◆ Task item: Please show every line in the entries below that includes the word "trip".

◆ Records to use:
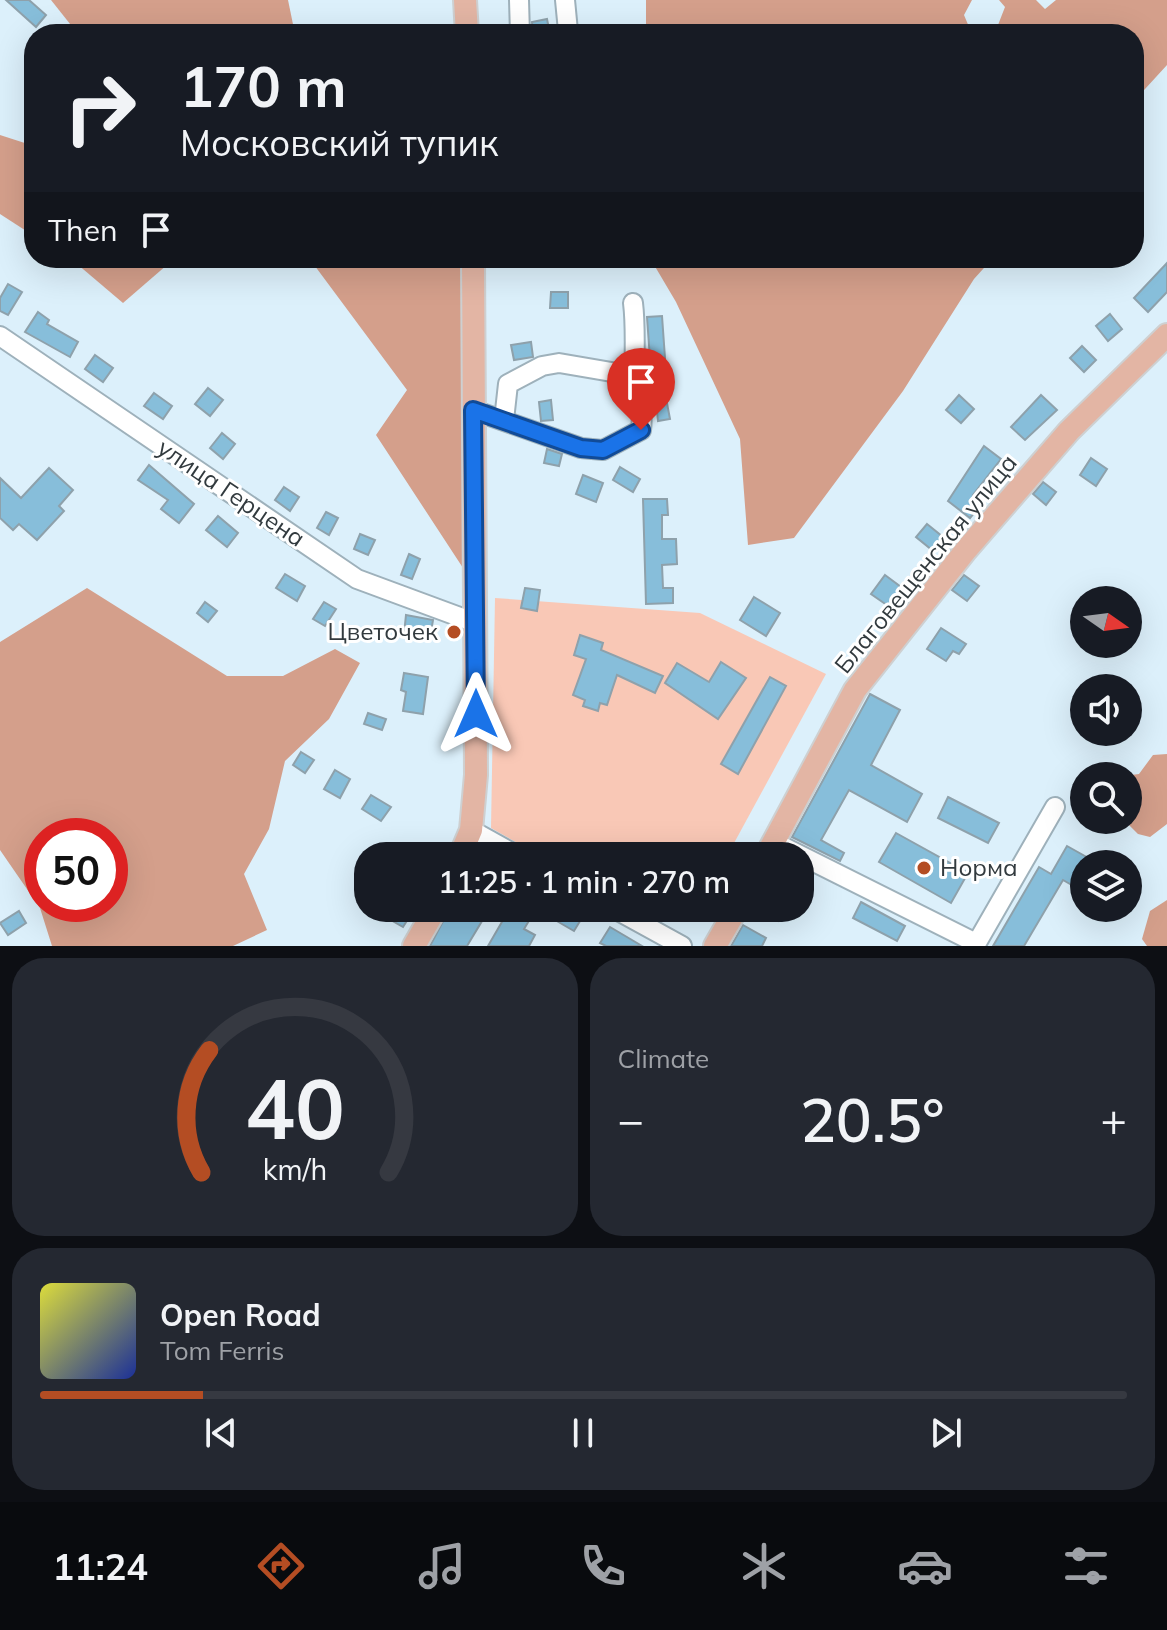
<!DOCTYPE html>
<html lang="en">
<head>
<meta charset="utf-8">
<style>
	:root { --surface:#171b24; --page:#242831; --text:#f1f3f6; --muted:#9ea1a6; --line:#363941; --accent:#b44d23 }
	body { margin:0; font-family:Mulish,sans-serif; background:var(--page); color:var(--text); height:100vh; display:flex; flex-direction:column; font-size:30px; white-space:nowrap }
	* { box-sizing:border-box; margin:0 }
	p { font-size:26px; color:var(--muted) }
	.icon { flex:none; width:44px; height:44px; fill:none; stroke:currentColor; stroke-width:2; stroke-linecap:round; stroke-linejoin:round }
	.map { position:relative; height:946px; overflow:hidden }
	.drawer { display:flex; flex-direction:column; gap:12px; padding:12px; background:#0d0f14; flex:1 }
	.drawer>* { flex:none }
	.banner { position:absolute; left:24px; top:24px; width:1120px; height:244px; border-radius:32px; box-shadow:0 8px 32px #0002; background:#171b24; color:var(--text); overflow:hidden }
	.needle { width:52px; rotate:104deg }
	.buttons { position:absolute; left:1070px; top:586px; display:grid; gap:16px }
	.buttons a { display:grid; place-items:center; width:72px; height:72px; border-radius:50%; background:var(--surface); box-shadow:0 8px 32px #0002; font-size:40px }
	.speed { position:absolute; left:24px; top:818px; display:flex; gap:16px; font-size:40px; font-weight:700; text-align:center }
	.speed>* { display:grid; place-content:center; width:104px; height:104px; border-radius:50%; background:var(--surface); box-shadow:0 8px 32px #0002; line-height:1 }
	.speed .limit { border:12px solid #d22; background:#fff; color:#111 }
	.pin { position:absolute; display:grid; place-items:center; width:68px; height:68px; color:#fff; margin:-82px -34px; border-radius:50% 50% 50% 0; rotate:-45deg; box-shadow:0 0 8px #0007 }
	.pin .icon { rotate:45deg }
	.me { position:absolute; width:88px; margin:-44px; rotate:0deg; stroke-linejoin:round; filter:drop-shadow(0 0 6px #0008) }
	.turn { display:flex; align-items:center; gap:28px; height:168px; padding:0 24px; font-size:36px }
	.turn .icon { width:104px; height:104px; stroke-width:2.5 }
	.turn b { display:block; font-size:56px; line-height:68px }
	.then { display:flex; align-items:center; height:76px; padding:0 24px; background:#0003; gap:16px; font-size:30px }
	.big { font-size:60px; font-weight:600; line-height:1.1 }
	.drawer .card { flex:1; display:flex; flex-direction:column; justify-content:center; gap:12px; min-width:0; padding:0 28px; border-radius:32px; background:var(--page) }
	.drawer .dial { align-items:center; gap:0 }
	.dial svg { height:208px; overflow:visible; fill:none; stroke:var(--line); stroke-width:7; stroke-linecap:round; text-anchor:middle }
	.dial text { fill:var(--text); stroke:none }
	.song { display:flex; align-items:center; gap:24px }
	.cover { width:96px; height:96px; border-radius:12px; background:linear-gradient(135deg,hsl(60 70% 55%),hsl(230 70% 35%)) }
	.played { height:8px; border-radius:4px; background:linear-gradient(90deg,var(--accent) 15%,var(--line) 15%) }
	.keys { display:flex; justify-content:space-around; direction:ltr }
	.heat { display:flex; justify-content:space-between; align-items:center; font-size:44px; direction:ltr }
	.drawer .tiles { flex:1; display:grid; gap:12px; grid-template-columns:1fr 1fr }
	.card:last-child { grid-column:span 2 }
	.trip { position:absolute; left:354px; top:842px; width:460px; height:80px; border-radius:32px; background:var(--surface); box-shadow:0 8px 32px #0002; font-weight:600; line-height:80px; text-align:center }
	.menu { display:flex; height:128px; justify-content:space-around; align-items:center; background:#090b0e; color:var(--muted) }
	.menu .icon { width:56px; height:56px }
	.menu .active { color:var(--accent) }
	.menu b { font-size:36px; color:var(--text) }
	.map>svg:first-child { display:block }
</style>
</head>
<body>
<div class="map">
<svg width="1167" height="946" viewBox="0 0 1167 946">
	<rect width="100%" height="100%" fill="#dcf0fb"/>
	<!-- green -->
	<path fill="#f9c8b6" d="M495,598L700,613L826,674L727,856H540L491,828Z"/>
	<!-- forest -->
	<g fill="#d49f8b" fill-rule="evenodd">
		<path d="M51,0H288L295,34H78Z"/>
		<path d="M646,0H972L964,15L972,34H646Z"/>
		<path d="M999,0H1036L1045,9L1056,0H1167V65L1134,101V34H983L998,25L1005,7Z"/>
		<path d="M0,135L34,146V236L0,214Z"/>
		<path d="M70,258H175L123,303Z"/>
		<path d="M309,258H465V571L376,435L407,390Z"/>
		<path d="M650,258H993L974,279L903,391L794,538L748,545L740,439L676,302Z"/>
		<path d="M87,588L227,676H283L335,649L360,663L329,719L285,761L269,829L244,874L267,930L233,946H52L40,908L0,850V642ZM42,836H110V904H42Z"/>
		<path d="M1167,754V824L1150,837L1138,834L1124,820H1128V776H1123L1139,774L1153,755Z"/>
		<path d="M1167,900V946H1147L1142,939L1150,911Z"/>
	</g>
	<!-- building -->
	<g fill="#87beda" stroke="#8ea1ab" stroke-width="2">
		<path d="M6,0H29L46,15L36,27Z"/>
		<path d="M547,19L550,34H533L532,22Z"/>
		<path d="M1167,263V292L1148,312L1134,298Z"/>
		<path d="M8,284L22,292L8,315L0,311V298Z"/>
		<path d="M551,292H568V308H550Z"/>
		<path d="M38,312L49,320L47,324L78,342L70,357L25,332Z"/>
		<path d="M1110,314L1122,329L1108,341L1096,326Z"/>
		<path d="M662,316L665,358L650,359L647,317Z"/>
		<path d="M531,342L533,357L514,360L511,345Z"/>
		<path d="M1082,346L1096,360L1084,372L1070,358Z"/>
		<path d="M95,355L113,368L103,382L85,369Z"/>
		<path d="M654,381H669V398H666L670,419L658,421Z"/>
		<path d="M208,388L223,400L210,416L195,404Z"/>
		<path d="M154,393L172,406L163,419L144,406Z"/>
		<path d="M959,395L974,409L961,423L946,410Z"/>
		<path d="M1041,395L1057,410L1025,440L1011,427Z"/>
		<path d="M551,400L553,420L541,421L539,402Z"/>
		<path d="M222,433L235,444L223,459L210,448Z"/>
		<path d="M984,446L1001,459L973,495L983,502L970,518L948,501Z"/>
		<path d="M547,449L562,454L559,466L544,463Z"/>
		<path d="M1091,458L1107,469L1096,486L1080,475Z"/>
		<path d="M149,465L194,504L179,523L161,509L168,500L138,480Z"/>
		<path d="M620,467L640,479L633,492L613,480Z"/>
		<path d="M49,468L73,490L59,506L64,511L37,540L19,524L13,530L0,518V478L21,498Z"/>
		<path d="M583,475L603,483L596,502L576,494Z"/>
		<path d="M1043,482L1056,492L1046,505L1033,494Z"/>
		<path d="M284,487L299,497L290,511L275,500Z"/>
		<path d="M643,499H667L668,515H662V539H676L677,564L662,565L663,588H673V603L646,604Z"/>
		<path d="M326,512L338,518L329,535L317,528Z"/>
		<path d="M218,516L238,533L227,547L206,530Z"/>
		<path d="M927,524L943,537L932,550L916,537Z"/>
		<path d="M360,534L375,540L368,555L354,549Z"/>
		<path d="M409,554L420,559L412,579L401,575Z"/>
		<path d="M285,574L305,586L297,601L276,588Z"/>
		<path d="M885,575L905,590L891,608L871,594Z"/>
		<path d="M964,575L979,586L967,601L952,590Z"/>
		<path d="M525,588L540,590L537,611L521,608Z"/>
		<path d="M754,597L780,613L766,636L740,620Z"/>
		<path d="M205,602L217,611L208,622L197,613Z"/>
		<path d="M324,602L336,609L325,626L313,619Z"/>
		<path d="M406,615L433,620L430,638L404,634Z"/>
		<path d="M941,628L966,644L959,654L953,651L946,661L927,649Z"/>
		<path d="M580,635L603,643L601,650L663,676L655,693L617,675L607,705L600,703L598,711L583,706L585,700L573,695L586,659L574,655Z"/>
		<path d="M721,662L746,678L718,719L665,683L677,663L709,682Z"/>
		<path d="M404,673L428,677L423,714L403,711L406,692L401,690Z"/>
		<path d="M770,677L786,686L738,774L721,764Z"/>
		<path d="M870,694L900,710L871,765L922,794L907,822L849,790L821,840L844,853L840,861L792,837Z"/>
		<path d="M368,713L386,719L382,730L364,724Z"/>
		<path d="M301,752L314,760L305,773L293,765Z"/>
		<path d="M335,770L350,779L340,798L324,789Z"/>
		<path d="M371,795L391,807L381,821L362,809Z"/>
		<path d="M948,797L999,823L988,843L938,818Z"/>
		<path d="M896,833L968,873L951,903L879,862Z"/>
		<path d="M1067,846L1099,864H1084V892L1063,880L1024,946H993L1039,867L1051,874Z"/>
		<path d="M861,902L905,926L897,941L853,918Z"/>
		<path d="M388,908H415L403,927L384,916Z"/>
		<path d="M450,908H471L485,916L467,946H430Z"/>
		<path d="M510,908H575L585,913L574,931L536,909L524,929L535,935L529,946H488Z"/>
		<path d="M753,908H785L778,921Z"/>
		<path d="M19,911L26,923L8,935L0,923Z"/>
		<path d="M743,925L766,938L762,946H731Z"/>
		<path d="M610,927L632,940L642,946H606L600,943Z"/>
	</g>
	<g fill="none" stroke-linecap="round" stroke-linejoin="round">
		<defs>
			<g id="minor">
				<path d="M519,0L520,34"/>
				<path d="M565,0L568,31"/>
				<path d="M0,336L357,579L476,623"/>
				<path d="M473,410L581,448L603,450L641,430C644,407 636,395 635,373C634,349 636,327 633,303"/>
				<path d="M504,420L508,384L542,366L559,363L635,376"/>
				<path d="M471,830L518,856"/>
				<path d="M774,842L976,943"/>
				<path d="M613,908L682,946"/>
				<path d="M975,946L1055,807"/>
			</g>
			<g id="major">
				<path d="M465,0L467,34"/>
				<path d="M460,856L471,830L476,775L473,258"/>
				<path d="M766,856L855,690L966,550L1069,431L1167,335"/>
				<path d="M414,946L436,908"/>
				<path d="M715,946L737,908"/>
			</g>
		</defs>
		<!-- minor casing -->
		<use href="#minor" stroke="#9eb1bb" stroke-width="22"/>
		<!-- major casing -->
		<use href="#major" stroke="#ced0d1" stroke-width="26"/>
		<!-- minor -->
		<use href="#minor" stroke="#fff" stroke-width="18"/>
		<!-- major -->
		<use href="#major" stroke="#e3b5a4" stroke-width="22"/>
	</g>
	<g fill="none" stroke-linecap="round" stroke-linejoin="round">
		<defs>
			<path id="route" d="M476,714L473,410L581,448L603,450L641,430"/>
		</defs>
		<!-- route casing -->
		<use href="#route" stroke="#114b97" stroke-width="20"/>
		<!-- route -->
		<use href="#route" stroke="#1a73e8" stroke-width="14"/>
	</g>
	<!-- markers -->
	<g fill="#b44d23" stroke="#fff" stroke-width="3">
		<circle cx="454" cy="632" r="8"/>
		<circle cx="924" cy="868" r="8"/>
	</g>
	<g text-anchor="middle" stroke-width="6" stroke-linejoin="round" paint-order="stroke">
		<!-- street labels -->
		<g font-size="24" fill="#323a3e" stroke="#fff">
			<text transform="translate(231 493) rotate(34)" y="8">улица Герцена</text>
			<text transform="translate(926 564) rotate(-51)" y="8">Благовещенская улица</text>
		</g>
		<!-- poi labels -->
		<g font-size="24" fill="#323a3e" stroke="#fff" text-anchor="end">
			<text x="438" y="640">Цветочек</text>
			<text x="940" y="876" text-anchor="start">Норма</text>
		</g>
	</g>
</svg>
<div class="buttons">
<a><svg class="needle" viewBox="-14 -14 28 28"><path d="M0-13l5 13h-10z" fill="#e53935"/><path d="M0 13l5-13h-10z" fill="#9ea1a6"/></svg></a>
<a><svg class="icon" aria-label="sound" viewBox="0 0 24 24"><path d="M4 9h4l5-4v14l-5-4H4zM17 9q2 3 0 6"/></svg></a>
<a><svg class="icon" aria-label="search" viewBox="0 0 24 24"><circle cx="10" cy="10" r="6"/><path d="M15 15l6 6"/></svg></a>
<a><svg class="icon" aria-label="layers" viewBox="0 0 24 24"><path d="M12 4l9 5-9 5-9-5zM3 14l9 5 9-5"/></svg></a>
</div>
<div class="speed"><div class="limit">50</div></div>
<div class="pin" style="left:641px;top:430px;background:#d93025"><svg class="icon" aria-label="arrive" viewBox="0 0 24 24"><path d="M6 21V4h12l-3 4 3 4H6"/></svg></div>
<svg class="me" style="left:476px;top:714px" viewBox="-20 -20 40 40"><path d="M0-17L14 15 0 8-14 15z" fill="#1a73e8" stroke="#fff" stroke-width="4"/></svg>
<div class="trip">11:25 · 1 min · 270 m</div>
<div class="banner">
<div class="turn"><svg class="icon" aria-label="right" viewBox="0 0 24 24"><path d="M7 20v-9h11M14 6l5 5-5 5"/></svg><div><b>170 m</b>Московский тупик</div></div>
<div class="then">Then<svg class="icon" aria-label="arrive" viewBox="0 0 24 24"><path d="M6 21V4h12l-3 4 3 4H6"/></svg></div>
</div>
</div>
<section class="drawer">
<div class="tiles">
<div class="card dial"><svg viewBox="0 0 100 80">
<path d="M14 69A42 42 0 1 1 86 69"/>
<path d="M14 69A42 42 0 0 1 17 22" stroke="#b44d23"/>
<text x="50" y="56" font-size="32" font-weight="700">40</text>
<text x="50" y="72" font-size="11">km/h</text>
</svg></div>
<div class="card"><p>Climate</p>
<div class="heat"><a>−</a><b class="big">20.5°</b><a>+</a></div>
</div>
<div class="card">
<div class="song"><i class="cover"></i><div><b>Open Road</b><p>Tom Ferris</p></div></div>
<div class="played"></div>
<div class="keys"><svg class="icon" aria-label="previous" viewBox="0 0 24 24"><path d="M18 5L8 12l10 7zM5 5v14"/></svg><svg class="icon" aria-label="pause" viewBox="0 0 24 24"><path d="M8 5v14M16 5v14"/></svg><svg class="icon" aria-label="next" viewBox="0 0 24 24"><path d="M6 5l10 7-10 7zM19 5v14"/></svg></div>
</div>
</div>
</section>
<nav class="menu">
<b>11:24</b>
<svg class="icon active" aria-label="directions" viewBox="0 0 24 24"><path d="M12 3l9 9-9 9-9-9zM9 14v-3h6M13 9l2 2-2 2"/></svg>
<svg class="icon" aria-label="music" viewBox="0 0 24 24"><path d="M9 18V5l10-2v13"/><circle cx="6" cy="18" r="3"/><circle cx="16" cy="16" r="3"/></svg>
<svg class="icon" aria-label="phone" viewBox="0 0 24 24"><path d="M5 4h4l2 5-3 2q2 4 5 5l2-3 5 2v4C11 20 4 13 5 4z"/></svg>
<svg class="icon" aria-label="climate" viewBox="0 0 24 24"><path d="M12 3v18M4 7l16 10M4 17L20 7"/></svg>
<svg class="icon" aria-label="car" viewBox="0 0 24 24"><path d="M5 17H2v-5l4-1 3-4h7l3 4 3 1v5h-3M9 17h6M6 11h13"/><circle cx="7" cy="17" r="2"/><circle cx="17" cy="17" r="2"/></svg>
<svg class="icon" aria-label="filters" viewBox="0 0 24 24"><path d="M4 7h16M4 17h16"/><circle cx="9" cy="7" r="2"/><circle cx="15" cy="17" r="2"/></svg>
</nav>
</body>
</html>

◆ Response:
	.trip { position:absolute; left:354px; top:842px; width:460px; height:80px; border-radius:32px; background:var(--surface); box-shadow:0 8px 32px #0002; font-weight:600; line-height:80px; text-align:center }
<div class="trip">11:25 · 1 min · 270 m</div>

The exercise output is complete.